*** The data ***

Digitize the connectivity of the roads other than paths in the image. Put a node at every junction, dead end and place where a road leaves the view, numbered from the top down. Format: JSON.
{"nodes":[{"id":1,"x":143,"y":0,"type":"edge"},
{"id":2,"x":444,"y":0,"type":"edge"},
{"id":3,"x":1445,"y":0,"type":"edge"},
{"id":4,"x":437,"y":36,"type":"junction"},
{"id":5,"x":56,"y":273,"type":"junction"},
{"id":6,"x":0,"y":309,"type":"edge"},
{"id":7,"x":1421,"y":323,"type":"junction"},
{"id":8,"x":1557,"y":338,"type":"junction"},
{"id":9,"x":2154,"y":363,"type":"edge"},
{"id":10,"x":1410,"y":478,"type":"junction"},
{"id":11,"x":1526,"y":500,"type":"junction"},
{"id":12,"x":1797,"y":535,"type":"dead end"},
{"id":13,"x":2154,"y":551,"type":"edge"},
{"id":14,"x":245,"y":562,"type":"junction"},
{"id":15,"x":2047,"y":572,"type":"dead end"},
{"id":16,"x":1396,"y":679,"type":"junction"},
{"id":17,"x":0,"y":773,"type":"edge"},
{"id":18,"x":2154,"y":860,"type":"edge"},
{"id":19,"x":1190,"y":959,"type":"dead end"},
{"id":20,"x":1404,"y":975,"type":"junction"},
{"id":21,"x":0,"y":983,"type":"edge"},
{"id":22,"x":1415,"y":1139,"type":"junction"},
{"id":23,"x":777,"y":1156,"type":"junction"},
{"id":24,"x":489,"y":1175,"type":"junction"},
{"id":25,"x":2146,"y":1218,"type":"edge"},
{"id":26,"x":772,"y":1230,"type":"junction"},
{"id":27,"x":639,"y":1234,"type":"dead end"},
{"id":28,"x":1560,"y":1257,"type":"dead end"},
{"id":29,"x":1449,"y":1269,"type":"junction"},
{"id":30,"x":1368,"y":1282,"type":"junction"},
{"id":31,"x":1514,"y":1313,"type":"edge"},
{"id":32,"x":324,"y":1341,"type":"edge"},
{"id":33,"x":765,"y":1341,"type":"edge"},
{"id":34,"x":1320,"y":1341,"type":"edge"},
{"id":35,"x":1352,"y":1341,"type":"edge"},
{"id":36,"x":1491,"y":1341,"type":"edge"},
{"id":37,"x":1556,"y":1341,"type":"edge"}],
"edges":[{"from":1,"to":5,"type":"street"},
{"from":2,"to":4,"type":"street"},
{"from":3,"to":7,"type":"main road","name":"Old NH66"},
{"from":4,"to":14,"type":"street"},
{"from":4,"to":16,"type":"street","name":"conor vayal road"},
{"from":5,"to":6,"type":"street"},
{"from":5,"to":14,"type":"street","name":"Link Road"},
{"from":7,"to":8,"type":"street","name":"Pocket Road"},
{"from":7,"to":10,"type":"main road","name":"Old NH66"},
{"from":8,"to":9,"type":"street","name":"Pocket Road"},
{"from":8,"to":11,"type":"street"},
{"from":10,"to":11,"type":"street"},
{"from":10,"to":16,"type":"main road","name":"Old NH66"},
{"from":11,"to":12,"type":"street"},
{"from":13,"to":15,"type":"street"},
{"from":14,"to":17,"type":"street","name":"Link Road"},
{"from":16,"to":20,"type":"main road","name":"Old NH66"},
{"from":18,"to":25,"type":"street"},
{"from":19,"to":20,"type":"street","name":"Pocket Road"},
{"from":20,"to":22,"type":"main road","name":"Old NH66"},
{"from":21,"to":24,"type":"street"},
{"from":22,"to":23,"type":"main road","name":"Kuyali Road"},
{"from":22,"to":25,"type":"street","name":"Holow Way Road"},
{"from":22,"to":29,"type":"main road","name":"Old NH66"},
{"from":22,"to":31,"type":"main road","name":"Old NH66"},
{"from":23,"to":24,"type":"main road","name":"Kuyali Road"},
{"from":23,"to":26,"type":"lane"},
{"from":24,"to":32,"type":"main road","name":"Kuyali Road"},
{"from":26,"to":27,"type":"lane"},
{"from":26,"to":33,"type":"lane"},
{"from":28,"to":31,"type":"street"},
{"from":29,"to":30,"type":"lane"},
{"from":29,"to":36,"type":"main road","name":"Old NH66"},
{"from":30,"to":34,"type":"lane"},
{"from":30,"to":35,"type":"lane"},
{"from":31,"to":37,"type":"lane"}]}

*** End of The data ***

Search the data above and return each line in which "main" occurs.

_The completed task:_
{"from":3,"to":7,"type":"main road","name":"Old NH66"},
{"from":7,"to":10,"type":"main road","name":"Old NH66"},
{"from":10,"to":16,"type":"main road","name":"Old NH66"},
{"from":16,"to":20,"type":"main road","name":"Old NH66"},
{"from":20,"to":22,"type":"main road","name":"Old NH66"},
{"from":22,"to":23,"type":"main road","name":"Kuyali Road"},
{"from":22,"to":29,"type":"main road","name":"Old NH66"},
{"from":22,"to":31,"type":"main road","name":"Old NH66"},
{"from":23,"to":24,"type":"main road","name":"Kuyali Road"},
{"from":24,"to":32,"type":"main road","name":"Kuyali Road"},
{"from":29,"to":36,"type":"main road","name":"Old NH66"},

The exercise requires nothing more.